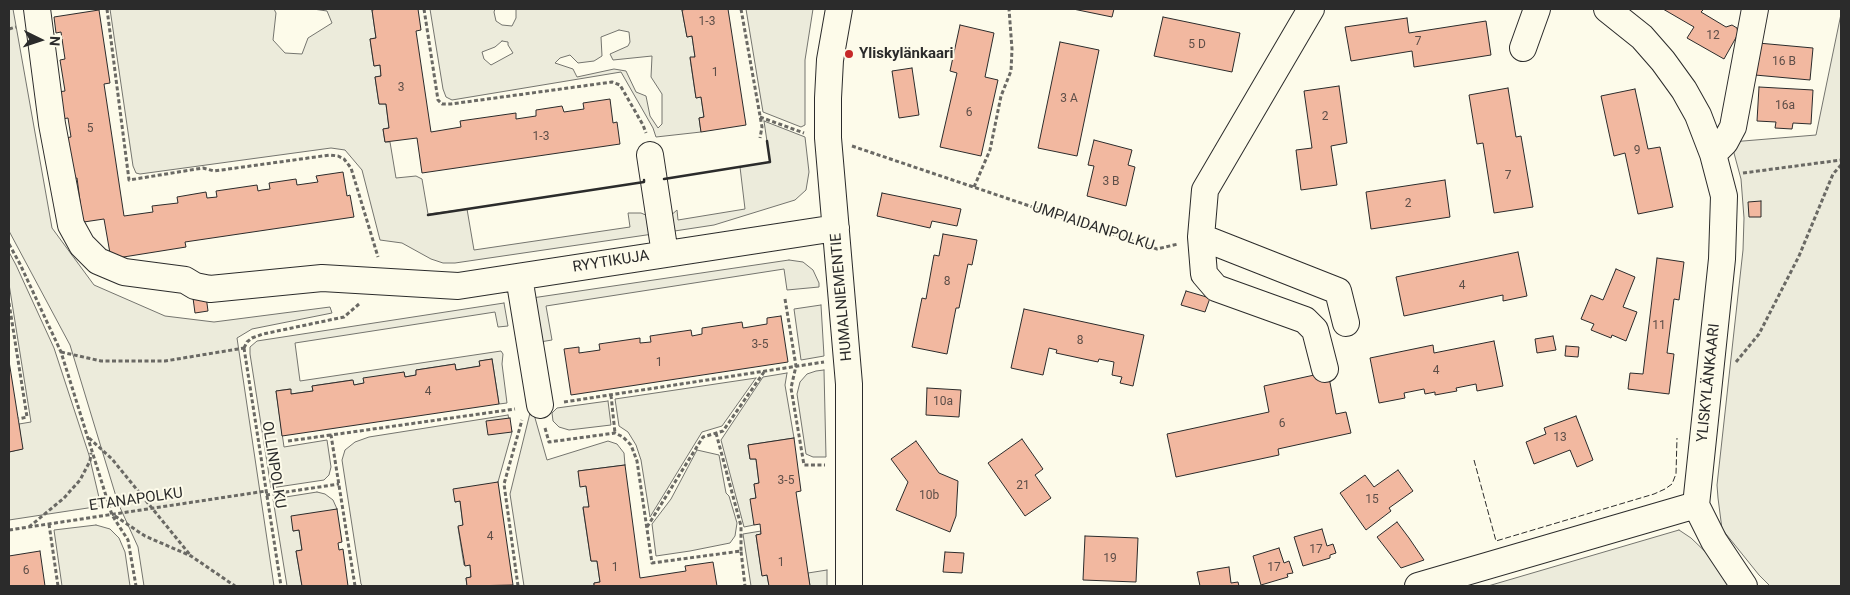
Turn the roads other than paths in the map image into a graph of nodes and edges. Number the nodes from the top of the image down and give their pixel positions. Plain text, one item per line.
1 (37, 9) edge
2 (839, 9) edge
3 (1311, 9) edge
4 (1537, 9) edge
5 (1607, 9) edge
6 (1755, 9) edge
7 (1523, 48) dead end
8 (650, 155) road end
9 (1716, 165) junction
10 (836, 228) junction
11 (1201, 237) junction
12 (665, 254) junction
13 (519, 277) junction
14 (1346, 323) dead end
15 (1325, 369) dead end
16 (533, 406) road end
17 (1696, 505) junction
18 (849, 586) edge
19 (1418, 586) edge
20 (1744, 586) edge

1 - 13 street, RYYTIKUJA
2 - 10 street, HUMALNIEMENTIE
3 - 11 street
4 - 7 street
5 - 9 street, YLISKYLÄNKAARI
6 - 9 street
8 - 12 street
9 - 17 street, YLISKYLÄNKAARI
10 - 12 street, RYYTIKUJA
10 - 18 street, HUMALNIEMENTIE
11 - 14 street
11 - 15 street
12 - 13 street, RYYTIKUJA
13 - 16 street
17 - 19 street
17 - 20 street

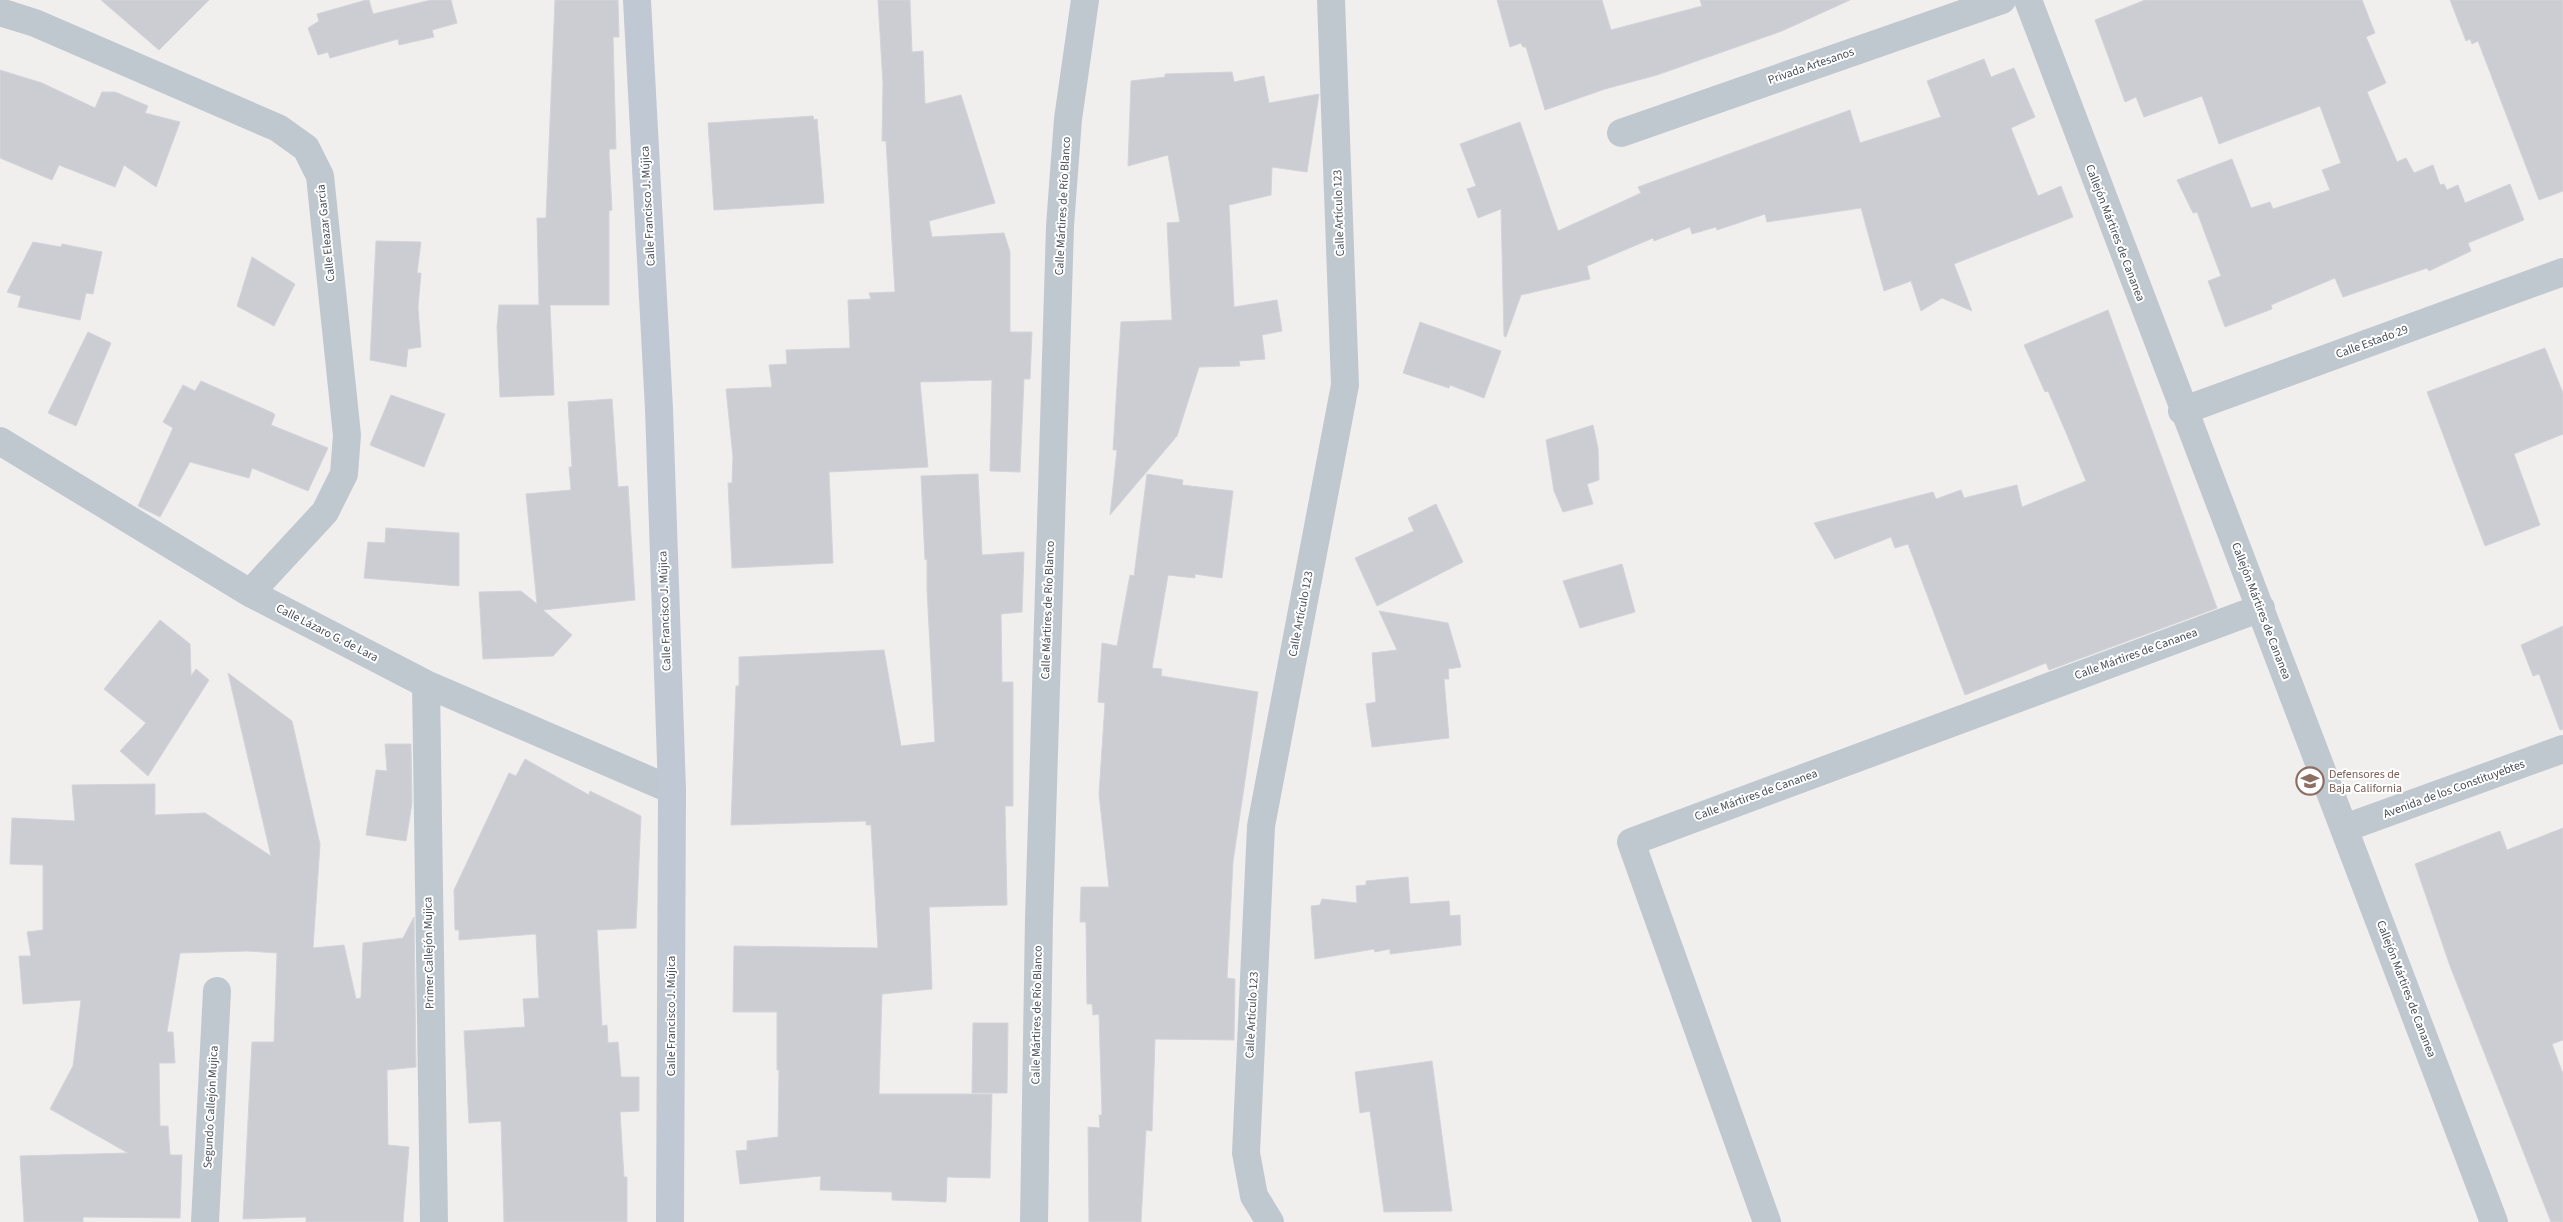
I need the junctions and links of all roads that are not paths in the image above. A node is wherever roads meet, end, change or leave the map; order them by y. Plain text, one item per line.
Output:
1 (637, 0) edge
2 (1085, 0) edge
3 (1331, 0) edge
4 (2002, 0) edge
5 (2028, 0) edge
6 (0, 12) edge
7 (1621, 133) dead end
8 (2563, 272) edge
9 (2182, 411) junction
10 (0, 441) edge
11 (250, 593) junction
12 (2260, 608) junction
13 (426, 684) junction
14 (2563, 749) edge
15 (672, 790) junction
16 (2345, 828) junction
17 (217, 991) dead end
18 (205, 1222) edge
19 (434, 1222) edge
20 (670, 1222) edge
21 (1034, 1222) edge
22 (1270, 1222) edge
23 (1767, 1222) edge
24 (2494, 1222) edge

1 - 15 street, Calle Francisco J. Mújica
2 - 21 street, Calle Mártires de Río Blanco
3 - 22 street, Calle Artículo 123
4 - 7 street, Privada Artesanos
5 - 9 street, Callejón Mártires de Cananea
6 - 11 street, Calle Eleazar García
8 - 9 street, Calle Estado 29
9 - 12 street, Callejón Mártires de Cananea
10 - 11 street, Calle Lázaro G. de Lara
11 - 13 street, Calle Lázaro G. de Lara
12 - 16 street, Callejón Mártires de Cananea
12 - 23 street, Calle Mártires de Cananea
13 - 15 street, Calle Lázaro G. de Lara
13 - 19 street, Primer Callejón Mujica
14 - 16 street, Avenida de los Constituyebtes
15 - 20 street, Calle Francisco J. Mújica
16 - 24 street, Callejón Mártires de Cananea
17 - 18 street, Segundo Callejón Mujica

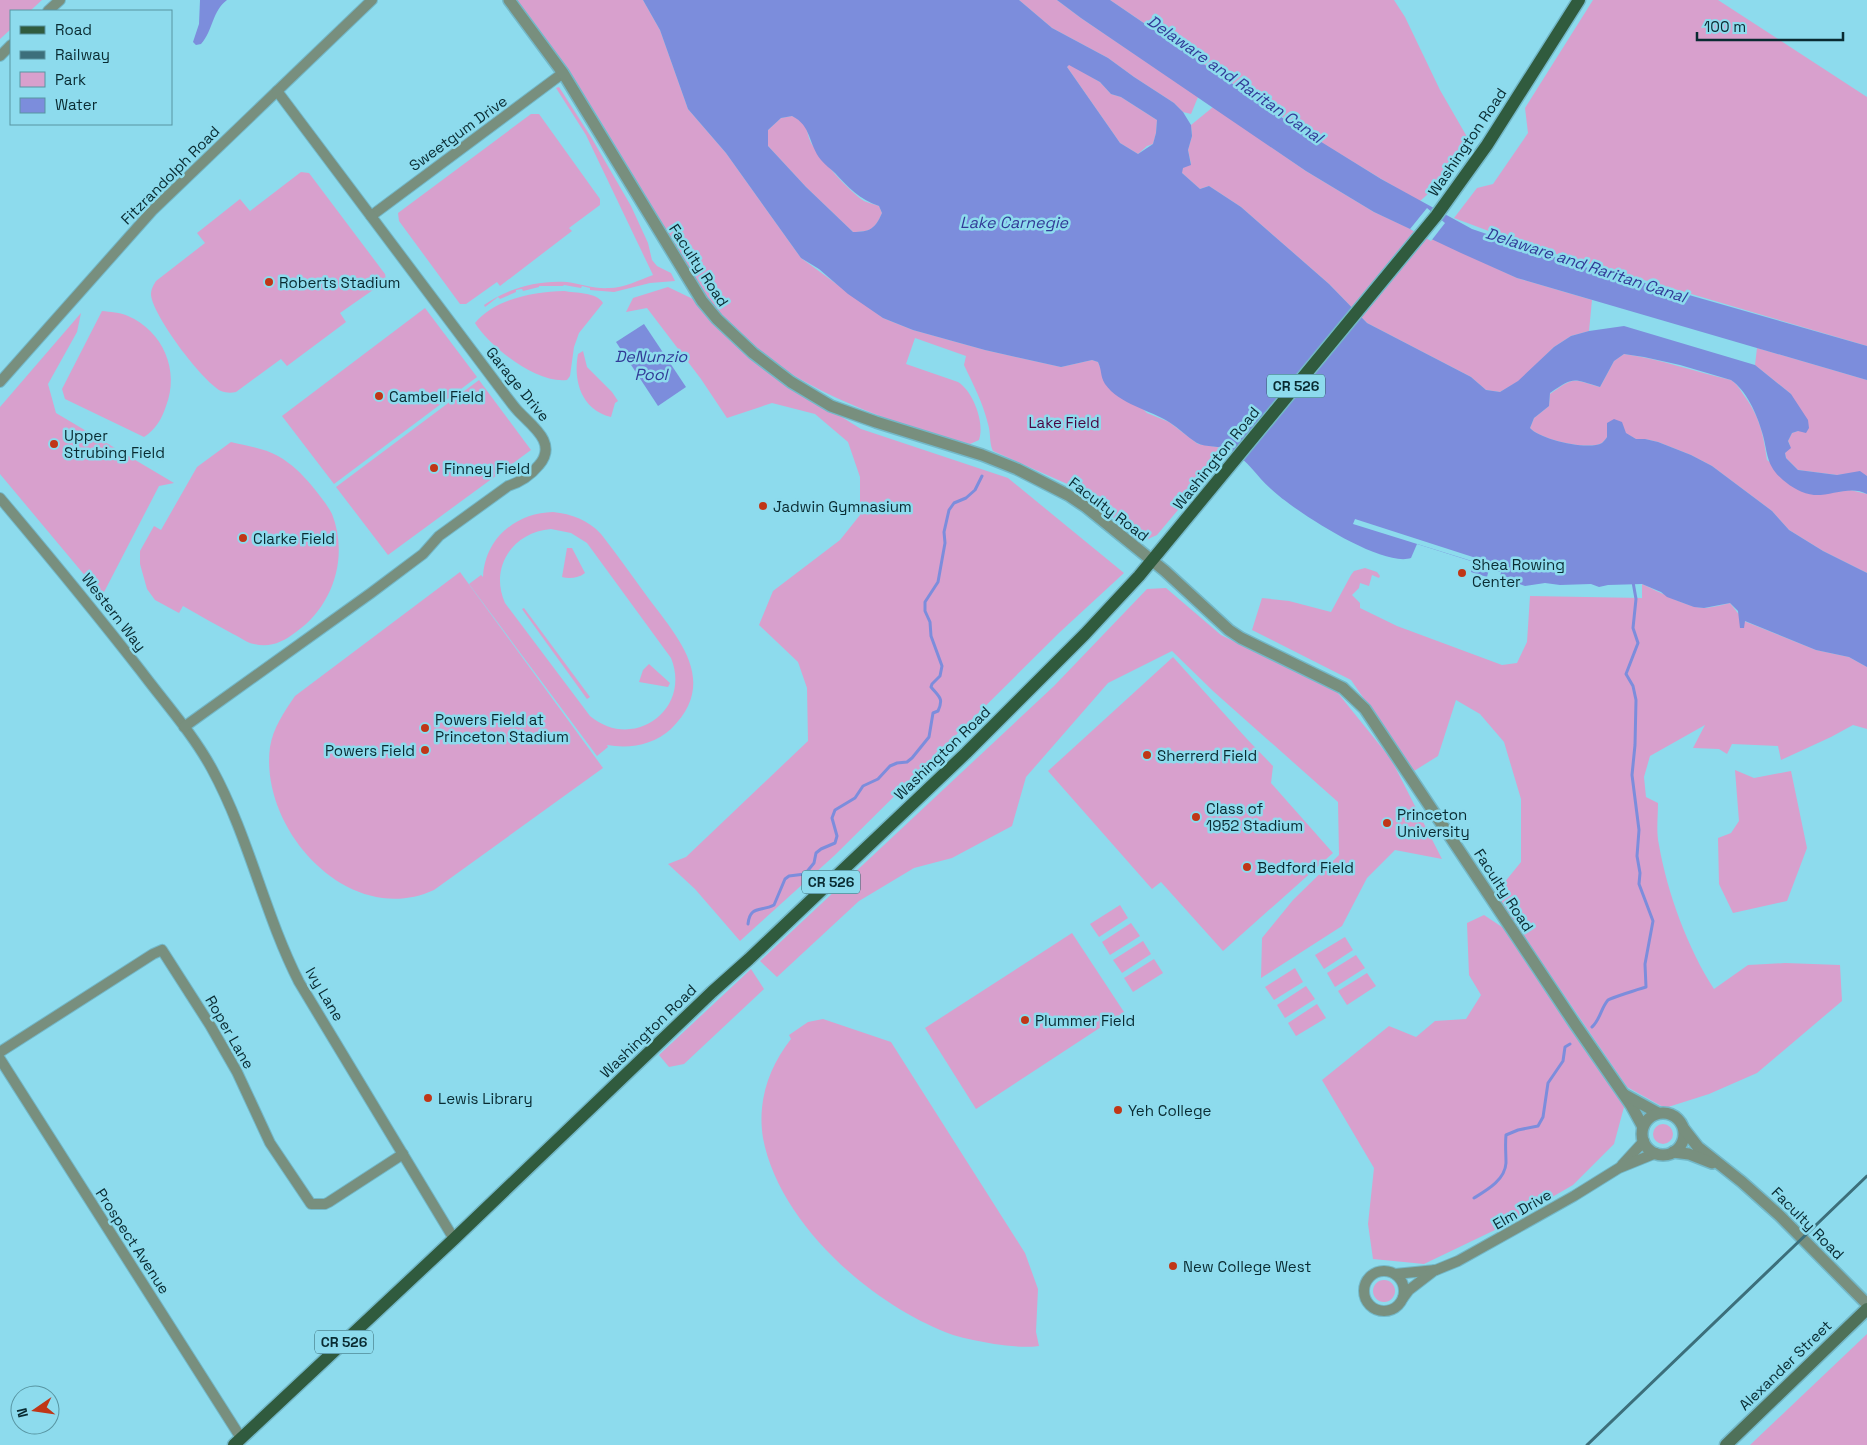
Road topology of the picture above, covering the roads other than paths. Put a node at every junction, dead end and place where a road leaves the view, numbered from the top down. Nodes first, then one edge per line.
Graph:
1 (60, 0) edge
2 (372, 0) edge
3 (508, 0) edge
4 (1579, 0) edge
5 (49, 10) edge
6 (10, 46) edge
7 (0, 56) edge
8 (563, 74) junction
9 (277, 91) junction
10 (371, 216) junction
11 (0, 382) edge
12 (0, 498) edge
13 (1152, 561) junction
14 (184, 728) junction
15 (200, 748) joint
16 (0, 1052) edge
17 (0, 1060) edge
18 (1624, 1094) junction
19 (1658, 1113) junction
20 (1643, 1127) junction
21 (1684, 1129) junction
22 (1644, 1141) junction
23 (1673, 1152) junction
24 (1656, 1153) junction
25 (403, 1154) junction
26 (1620, 1168) junction
27 (1723, 1168) junction
28 (454, 1239) junction
29 (1436, 1270) junction
30 (1395, 1274) junction
31 (1403, 1298) junction
32 (1867, 1304) edge
33 (1867, 1309) edge
34 (238, 1442) edge
35 (1726, 1445) edge

1 - 5 street
2 - 9 street, Fitzrandolph Road
3 - 8 street, Faculty Road
4 - 13 main road, Washington Road / CR 526
6 - 7 street
8 - 10 street, Sweetgum Drive
8 - 13 street, Faculty Road
9 - 10 street, Garage Drive
9 - 11 street, Fitzrandolph Road
10 - 14 street, Garage Drive
12 - 14 street, Western Way
13 - 18 street, Faculty Road
13 - 28 main road, Washington Road / CR 526
14 - 15 street, Western Way
15 - 25 street, Ivy Lane
16 - 25 street, Roper Lane
17 - 34 street, Prospect Avenue
18 - 19 street, Faculty Road
18 - 20 street, Faculty Road
19 - 20 street
19 - 21 street
20 - 22 street
21 - 23 street
21 - 27 street, Faculty Road
22 - 24 street
22 - 26 street, Elm Drive
23 - 24 street
23 - 27 street, Faculty Road
24 - 26 street, Elm Drive
25 - 28 street, Ivy Lane
26 - 29 street, Elm Drive
27 - 32 street, Faculty Road
28 - 34 main road, Washington Road / CR 526
29 - 30 street, Elm Drive
29 - 31 street, Elm Drive
30 - 31 street
30 - 31 street
33 - 35 main road, Alexander Street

*****

Your reply should consist of one number: how many lines of the material above include the word "Drive".

8